Open kazewong opened 2 years ago
Primary
Introduction and context
[x] The authors give short shrift to other approaches to constrain binary evolution hyperparameters, highlighting only the single most technically similar work. Brief references to other efforts to directly compare binary evolution to model predictions would be helpful (e.g., a highly nonexhaustive list: Zevin et al 2017 ApJ; Wysocki et al 2018 PRD; Barrett et al 2018 MNRAS; Taylor and Gerosa 1806.08365; Spera et al 2019; ... and, for two brand new studies, Mastrogiovanni 2207.00374; Delfavero et al 2107.13082
[x] The authors also don't point out the similarity of their approach to the long history of using forward/inverse distribution propagation (e.g., Kalogera et al 1996 astro-ph/9605186), let alone the history of reconstructing progenitor populations via comparison to (discrete) grids of simulations, used for example in Stevenson et al 2017, Belczynski et al 2016, ...to understand the origins of their sources (i.e., essentially all groups, over many decades, including origins of binary pulsars and WD, X-ray binaries, etc; see, e.g., Clausen et al 1201.0012; van den Heuvel lectures; etc).
[x] I ask the authors more carefully differentiate their novel continuous contribution from these and other prior works. I ask because I'm sure the authors can use this opportunity to show how easily they reproduce saved-trajectory/run-based approaches and how much more flexible their technique will be.
Methods paper details: technique, validation, ... ?
[x] Just to pick the first technical example: what is the dimension of $\theta exactly? Mass-only + log mass; solar mass; ...? Please explicitly use the symbols \theta',\theta,\lambda and provide symbols in the discussion at the start of section 3, when you define the list? Similarly when discussing Eq. (5): the coordinates and scales for your performance metric are very important.

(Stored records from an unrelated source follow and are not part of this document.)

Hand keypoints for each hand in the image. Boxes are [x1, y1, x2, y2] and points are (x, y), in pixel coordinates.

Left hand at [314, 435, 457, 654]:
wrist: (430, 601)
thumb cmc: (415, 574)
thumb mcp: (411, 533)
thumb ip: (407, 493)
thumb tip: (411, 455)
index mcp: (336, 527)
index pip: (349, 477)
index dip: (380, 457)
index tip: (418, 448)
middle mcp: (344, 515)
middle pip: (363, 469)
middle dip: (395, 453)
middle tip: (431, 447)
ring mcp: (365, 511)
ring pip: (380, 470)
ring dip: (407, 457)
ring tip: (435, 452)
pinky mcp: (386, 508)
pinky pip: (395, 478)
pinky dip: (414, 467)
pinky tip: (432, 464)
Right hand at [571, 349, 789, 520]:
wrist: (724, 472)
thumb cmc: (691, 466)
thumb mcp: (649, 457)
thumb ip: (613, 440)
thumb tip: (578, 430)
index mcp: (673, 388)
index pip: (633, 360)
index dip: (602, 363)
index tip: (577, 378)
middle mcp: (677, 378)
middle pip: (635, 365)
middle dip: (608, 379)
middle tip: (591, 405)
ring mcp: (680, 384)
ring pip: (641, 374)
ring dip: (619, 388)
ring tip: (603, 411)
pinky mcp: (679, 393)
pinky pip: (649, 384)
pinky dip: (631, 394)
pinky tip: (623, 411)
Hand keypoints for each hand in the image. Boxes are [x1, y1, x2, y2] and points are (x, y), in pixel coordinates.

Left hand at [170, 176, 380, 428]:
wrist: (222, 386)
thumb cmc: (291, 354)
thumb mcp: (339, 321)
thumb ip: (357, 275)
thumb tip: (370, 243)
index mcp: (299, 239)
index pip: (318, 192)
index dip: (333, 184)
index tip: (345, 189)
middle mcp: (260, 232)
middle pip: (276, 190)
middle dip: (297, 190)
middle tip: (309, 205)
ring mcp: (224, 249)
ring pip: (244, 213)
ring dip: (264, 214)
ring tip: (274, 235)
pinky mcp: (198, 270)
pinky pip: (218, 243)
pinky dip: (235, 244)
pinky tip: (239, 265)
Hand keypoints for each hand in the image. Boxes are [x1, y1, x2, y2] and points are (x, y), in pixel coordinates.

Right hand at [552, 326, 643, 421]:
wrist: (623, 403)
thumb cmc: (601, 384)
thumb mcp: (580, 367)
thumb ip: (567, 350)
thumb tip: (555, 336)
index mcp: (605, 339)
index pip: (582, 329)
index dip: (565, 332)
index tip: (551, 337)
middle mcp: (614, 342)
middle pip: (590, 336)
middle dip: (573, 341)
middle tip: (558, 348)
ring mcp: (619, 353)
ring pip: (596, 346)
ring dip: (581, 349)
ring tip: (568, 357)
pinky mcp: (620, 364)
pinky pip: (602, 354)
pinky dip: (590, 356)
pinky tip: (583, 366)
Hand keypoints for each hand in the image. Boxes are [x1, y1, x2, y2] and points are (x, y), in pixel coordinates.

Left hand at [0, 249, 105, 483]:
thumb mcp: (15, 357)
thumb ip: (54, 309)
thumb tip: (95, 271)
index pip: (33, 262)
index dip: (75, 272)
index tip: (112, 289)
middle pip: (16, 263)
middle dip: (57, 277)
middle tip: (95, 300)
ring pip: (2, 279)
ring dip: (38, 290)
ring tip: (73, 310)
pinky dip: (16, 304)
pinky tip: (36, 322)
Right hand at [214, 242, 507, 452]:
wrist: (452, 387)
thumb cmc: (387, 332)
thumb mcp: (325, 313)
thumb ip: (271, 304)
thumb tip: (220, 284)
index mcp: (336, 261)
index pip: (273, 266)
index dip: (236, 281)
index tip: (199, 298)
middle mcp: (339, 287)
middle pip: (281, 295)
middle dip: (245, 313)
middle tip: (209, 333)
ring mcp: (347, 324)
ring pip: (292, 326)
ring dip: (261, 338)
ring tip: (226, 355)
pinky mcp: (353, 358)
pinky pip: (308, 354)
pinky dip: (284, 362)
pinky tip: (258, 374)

[x] How is the KDE implemented (e.g., coordinate scales, choice of smoothing)? Is the likelihood estimated by prior-reweighting + KDE sufficiently accurate for all events considered (e.g., finite training data; smoothing scales vs features)? [Presumably so, since this seems to be mass-only.]
[x] How robust is the root-finding method at finding representative examples of all pertinent solutions to the many channels that can contribute to different events (as highlighted in the introduction)? Why is 1000 attempts enough?
[x] The initial guess procedure seems to rely on a test suite of uniformly sampled points over the binary parameter (and hyperparameter?) space. Keeping in mind some configurations (e.g., kicks which don't disrupt binaries but fine-tune merger times for BBHs) can be rare but overall important to the observed BBH rates (when detection-weighted), can you outline why your uniformly selected set of sample points is likely to be sufficient -- for example, how many points were chosen? The discussion on L638-658 belongs earlier in the text (e.g., a 'validation' section or the methods section)
Discussion of event rates/counts/rates?
[x] Alternatively, in Eq. (4), I think I expect an additional term $Z(\lambda) associated with the rate normalization as a function of model hyperparameters.
[x] When applied to GW150914, are all the models in the posterior producing event rates that are consistent with the observed (single) count from O1?
Too long/non-cohesive section 3:
[x] Break results at L511 ('potential benefit') as 'discussion', change 'discussion' to 'conclusions'. Focus on Fig 4 there. Also consider moving more material from that region to the conclusions (e.g., L511-555)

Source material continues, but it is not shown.